Despite the damage this bill would do to our hard-earned freedoms and the exercise of common sense, fewer than 70 MPs (out of 650) voted against it, which surely indicates how bamboozled and subservient to Israeli propaganda Parliament has allowed itself to become. There are supposedly safeguards against this sort of thing – for example, MPs are bound by the Seven Principles of Public Lifewhich forbid placing themselves under any obligation to people or organisations that might try inappropriately to influence them in their work, and acting or taking decisions for personal gain; and they must declare and resolve any interests and relationships.

A majority of Conservatives have blatantly signed up to Friends of Israel, as have many Labour and Liberal Democrat MPs, yet the Committee on Standards in Public Life is never brought into play on these matters. There is also a Parliamentary Commissioner for Standards. The gentleman appointed is Jewish. No, you couldn’t make it up.

BDS = non-violent pressure by civil society on Israel to comply with international and human rights law

So this bill, launched by notorious Israel pimp Michael Gove, Secretary of State for Levelling Up, Housing and Communities, appears to be aimed at protecting a criminal foreign power. Gove has long supported rewarding apartheid Israel for its decades of crimes against humanity. This from Wiki:

Gove has described himself as “a proud Zionist”… In 2019, he reiterated “One thing I have always been since I was a boy is a Zionist” and spoke of his desire to “celebrate everything that Israel and the Jewish people have brought to the life of this world and hold it dear to our hearts” and that “For as long as I have breath in my body and a platform on which to argue I shall be on your side, by your side and delighted and honoured to argue, powerfully I hope, on behalf of people who have contributed so powerfully to the life of this nation”.

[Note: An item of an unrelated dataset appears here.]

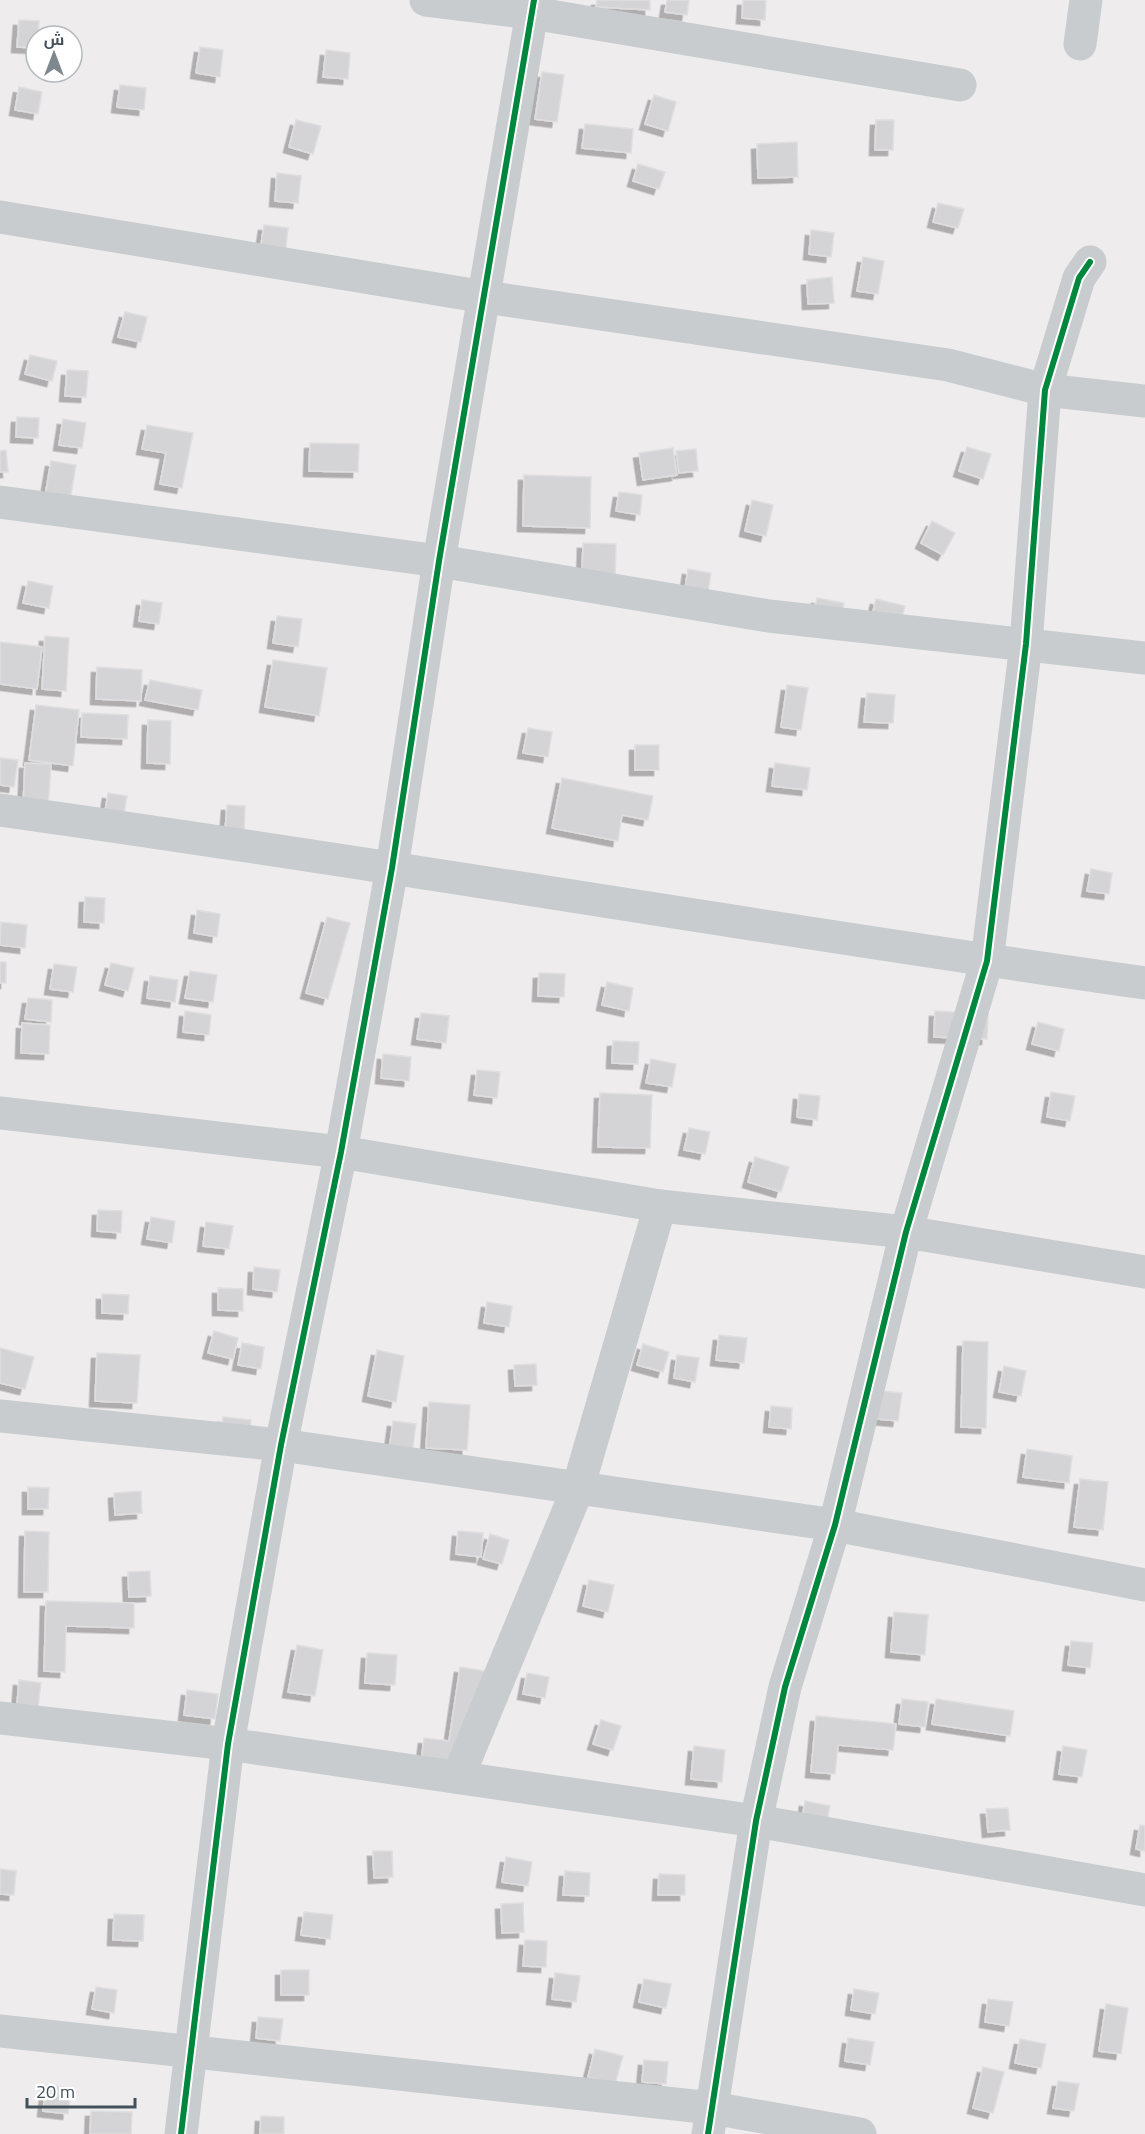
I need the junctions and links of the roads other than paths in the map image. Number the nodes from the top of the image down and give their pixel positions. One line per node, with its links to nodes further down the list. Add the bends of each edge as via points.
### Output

Like the ballyhoo promoting the IHRA’s [International Holocaust Remembrance Alliance] definition of anti-Semitism, this anti-BDS bill runs smack into established human rights law. That it passed its second reading shows how carelessly deluded our MPs are.

For the record, in 2005 170 Palestinian civil society organisations, inspired by the South African anti-apartheid movement, formed their own BDS movement calling for boycotts, divestment and sanctions to exert non-violent pressure on Israel until it complies with international law by meeting just three demands:

  • ending its occupation and colonisation of all Arab lands and dismantling the illegal separation Wall;
  • recognising the fundamental rights of the Arab-Palestinian citizens of Israel to full equality;
  • respecting, protecting and promoting the rights of Palestinian refugees to return to their homes and properties in accordance with UN Resolution 194.

Not too much to ask in a civilised world, one would have thought. Today the BDS movement has a worldwide following and continues to grow. So why is the UK Parliament so hostile to Palestinians securing their right to self-determination within the recognised borders of their own homeland, and so desperate to protect the Israeli regime from the consequences of its brutal military interference and war crimes against those defenceless people?